======== Extracted entries

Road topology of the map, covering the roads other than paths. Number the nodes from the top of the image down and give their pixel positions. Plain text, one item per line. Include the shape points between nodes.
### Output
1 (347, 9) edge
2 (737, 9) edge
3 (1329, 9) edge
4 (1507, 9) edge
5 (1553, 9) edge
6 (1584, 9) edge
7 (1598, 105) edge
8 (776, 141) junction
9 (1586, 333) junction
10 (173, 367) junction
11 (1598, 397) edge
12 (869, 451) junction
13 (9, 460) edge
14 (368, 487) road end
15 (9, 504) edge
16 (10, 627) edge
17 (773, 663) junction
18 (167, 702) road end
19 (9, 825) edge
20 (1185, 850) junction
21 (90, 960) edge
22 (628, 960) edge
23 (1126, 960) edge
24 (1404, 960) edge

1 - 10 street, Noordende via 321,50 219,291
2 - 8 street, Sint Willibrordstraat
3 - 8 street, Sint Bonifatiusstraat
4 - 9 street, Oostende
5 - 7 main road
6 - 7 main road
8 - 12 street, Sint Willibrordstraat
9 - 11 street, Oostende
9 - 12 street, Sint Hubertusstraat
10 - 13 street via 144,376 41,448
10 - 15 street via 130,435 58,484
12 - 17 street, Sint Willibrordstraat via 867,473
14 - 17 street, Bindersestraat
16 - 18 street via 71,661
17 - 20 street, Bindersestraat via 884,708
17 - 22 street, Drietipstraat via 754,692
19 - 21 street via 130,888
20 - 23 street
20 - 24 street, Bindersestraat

================

> _Exercise brief_: Copy the records above exactly as written.

> _The completed task_:
Road topology of the map, covering the roads other than paths. Number the nodes from the top of the image down and give their pixel positions. Plain text, one item per line. Include the shape points between nodes.
### Output
1 (347, 9) edge
2 (737, 9) edge
3 (1329, 9) edge
4 (1507, 9) edge
5 (1553, 9) edge
6 (1584, 9) edge
7 (1598, 105) edge
8 (776, 141) junction
9 (1586, 333) junction
10 (173, 367) junction
11 (1598, 397) edge
12 (869, 451) junction
13 (9, 460) edge
14 (368, 487) road end
15 (9, 504) edge
16 (10, 627) edge
17 (773, 663) junction
18 (167, 702) road end
19 (9, 825) edge
20 (1185, 850) junction
21 (90, 960) edge
22 (628, 960) edge
23 (1126, 960) edge
24 (1404, 960) edge

1 - 10 street, Noordende via 321,50 219,291
2 - 8 street, Sint Willibrordstraat
3 - 8 street, Sint Bonifatiusstraat
4 - 9 street, Oostende
5 - 7 main road
6 - 7 main road
8 - 12 street, Sint Willibrordstraat
9 - 11 street, Oostende
9 - 12 street, Sint Hubertusstraat
10 - 13 street via 144,376 41,448
10 - 15 street via 130,435 58,484
12 - 17 street, Sint Willibrordstraat via 867,473
14 - 17 street, Bindersestraat
16 - 18 street via 71,661
17 - 20 street, Bindersestraat via 884,708
17 - 22 street, Drietipstraat via 754,692
19 - 21 street via 130,888
20 - 23 street
20 - 24 street, Bindersestraat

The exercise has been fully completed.